- [EXERCISE]: Go through the data below and return each line where the string "node" appears.
DATASET RECORDS START
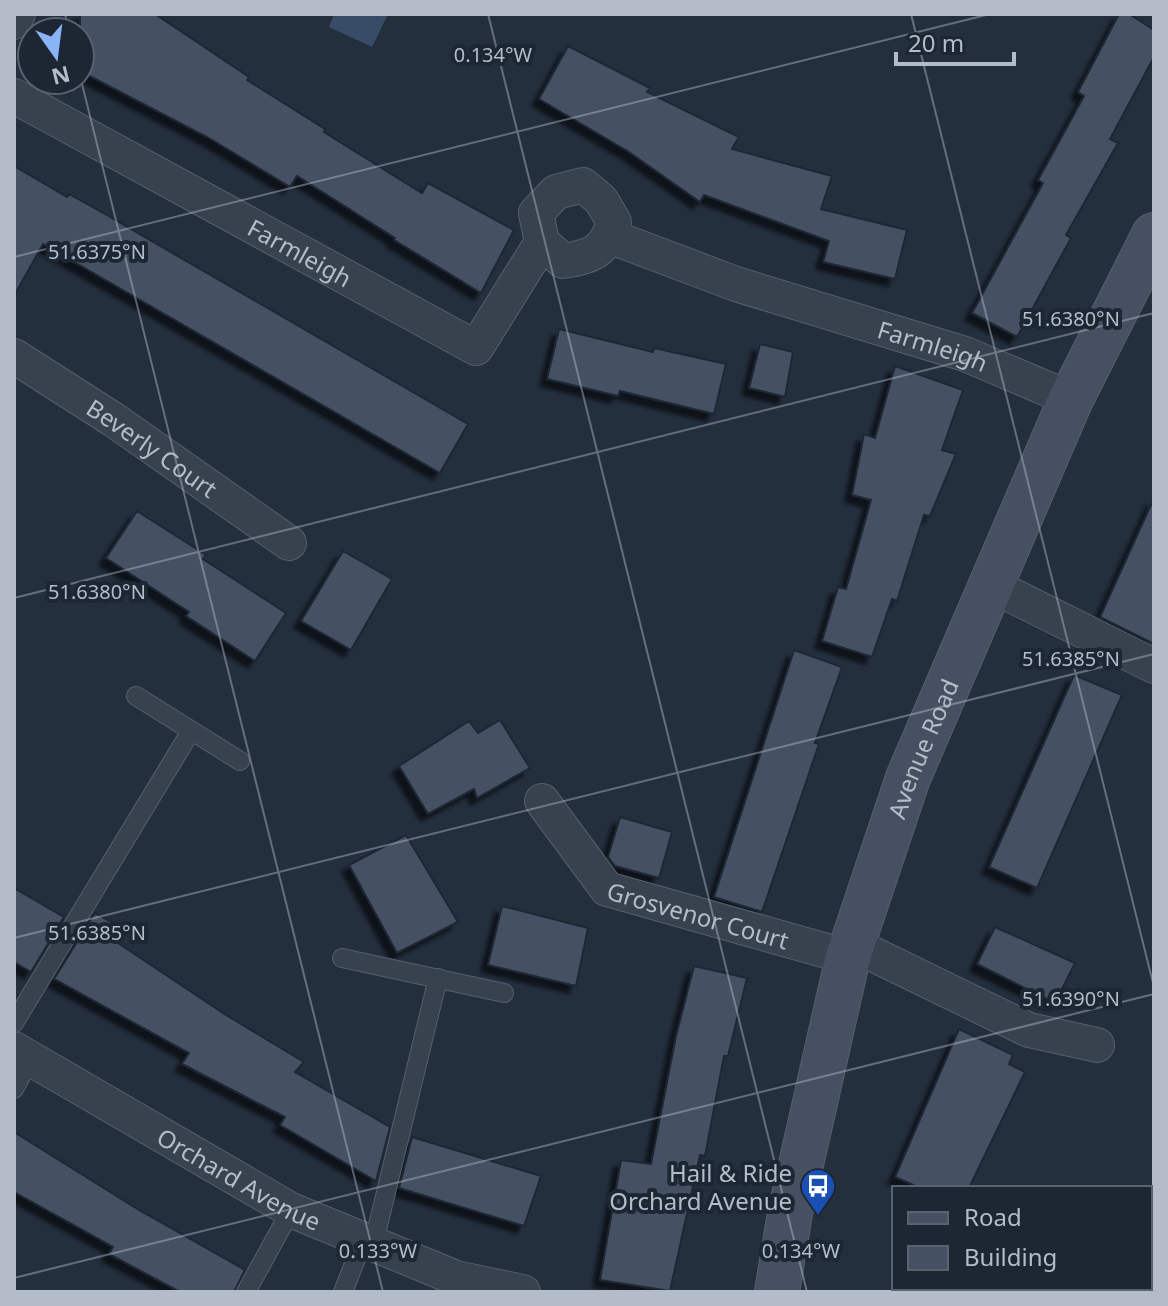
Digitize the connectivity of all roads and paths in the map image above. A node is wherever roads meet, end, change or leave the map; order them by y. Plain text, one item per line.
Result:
1 (18, 14) edge
2 (14, 22) edge
3 (14, 96) edge
4 (1154, 235) edge
5 (609, 236) junction
6 (542, 242) junction
7 (14, 356) edge
8 (1071, 399) junction
9 (289, 543) dead end
10 (991, 585) junction
11 (1154, 666) edge
12 (136, 696) dead end
13 (191, 731) junction
14 (240, 761) dead end
15 (542, 801) dead end
16 (850, 950) junction
17 (342, 958) dead end
18 (438, 978) junction
19 (504, 993) dead end
20 (14, 1023) edge
21 (1097, 1045) dead end
22 (22, 1054) edge
23 (14, 1089) edge
24 (291, 1210) junction
25 (368, 1244) junction
26 (246, 1292) edge
27 (343, 1292) edge
28 (523, 1292) edge
29 (777, 1292) edge

1 - 2 street
3 - 6 street, Farmleigh
4 - 8 street, Avenue Road
5 - 6 street
5 - 6 street
5 - 8 street, Farmleigh
7 - 9 street, Beverly Court
8 - 10 street, Avenue Road
10 - 11 street
10 - 16 street, Avenue Road
12 - 13 lane
13 - 14 lane
13 - 20 lane
15 - 16 street, Grosvenor Court
16 - 21 street, Grosvenor Court
16 - 29 street, Avenue Road
17 - 18 lane
18 - 19 lane
18 - 25 lane
22 - 23 lane
22 - 24 street, Orchard Avenue
24 - 25 street, Orchard Avenue
24 - 26 lane
25 - 27 lane
25 - 28 street, Orchard Avenue

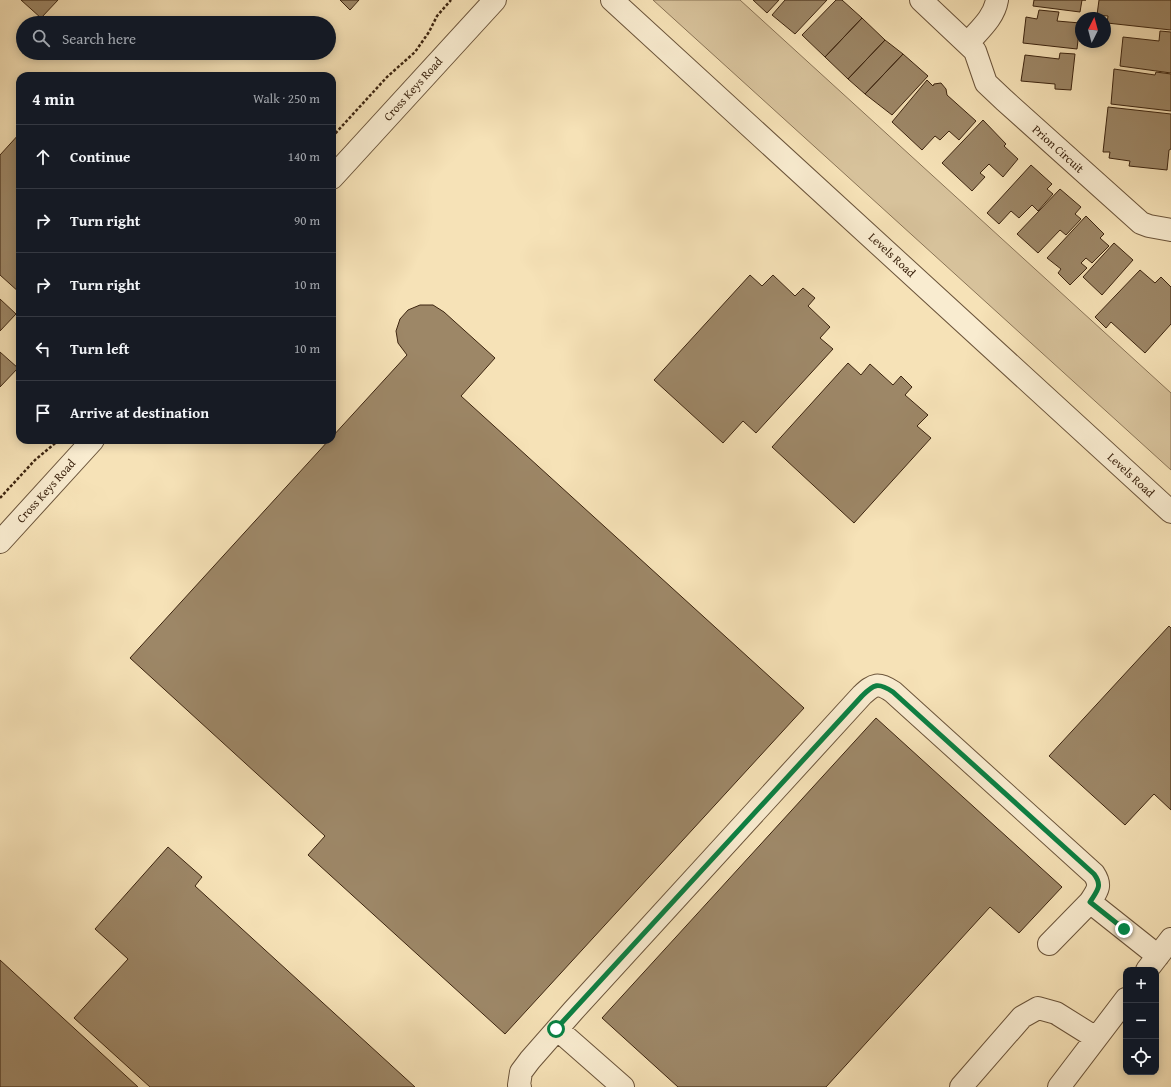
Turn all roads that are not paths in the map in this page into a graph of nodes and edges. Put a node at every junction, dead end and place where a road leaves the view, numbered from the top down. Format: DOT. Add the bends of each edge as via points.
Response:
graph roads {
  1 [pos="495,0"];
  2 [pos="612,0"];
  3 [pos="921,0"];
  4 [pos="997,0"];
  5 [pos="968,43"];
  6 [pos="336,174"];
  7 [pos="1171,230"];
  8 [pos="89,444"];
  9 [pos="1171,512"];
  10 [pos="0,542"];
  11 [pos="1090,902"];
  12 [pos="1171,939"];
  13 [pos="1049,944"];
  14 [pos="1153,963"];
  15 [pos="1123,1002"];
  16 [pos="556,1029"];
  17 [pos="1096,1038"];
  18 [pos="520,1087"];
  19 [pos="623,1087"];
  20 [pos="961,1087"];
  21 [pos="1060,1087"];
  1 -- 6 [label="street, Cross Keys Road"];
  2 -- 9 [label="street, Levels Road"];
  3 -- 5 [label="street, Prion Circuit"];
  4 -- 5 [label="street" via="990,18"];
  5 -- 7 [label="street, Prion Circuit" via="975,51 986,83 1004,100 1141,222"];
  8 -- 10 [label="street, Cross Keys Road"];
  11 -- 13 [label="street"];
  11 -- 14 [label="street"];
  11 -- 16 [label="street" via="1099,888 1099,880 1094,874 893,692 884,686 876,685 856,701"];
  12 -- 14 [label="street"];
  15 -- 17 [label="street"];
  16 -- 18 [label="street" via="521,1072"];
  16 -- 19 [label="street"];
  17 -- 20 [label="street" via="1056,1013 1038,1008 1022,1017"];
  17 -- 21 [label="street"];
}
DATASET RECORDS END
- [ANSWER]:
Digitize the connectivity of all roads and paths in the map image above. A node is wherever roads meet, end, change or leave the map; order them by y. Plain text, one item per line.
Turn all roads that are not paths in the map in this page into a graph of nodes and edges. Put a node at every junction, dead end and place where a road leaves the view, numbered from the top down. Format: DOT. Add the bends of each edge as via points.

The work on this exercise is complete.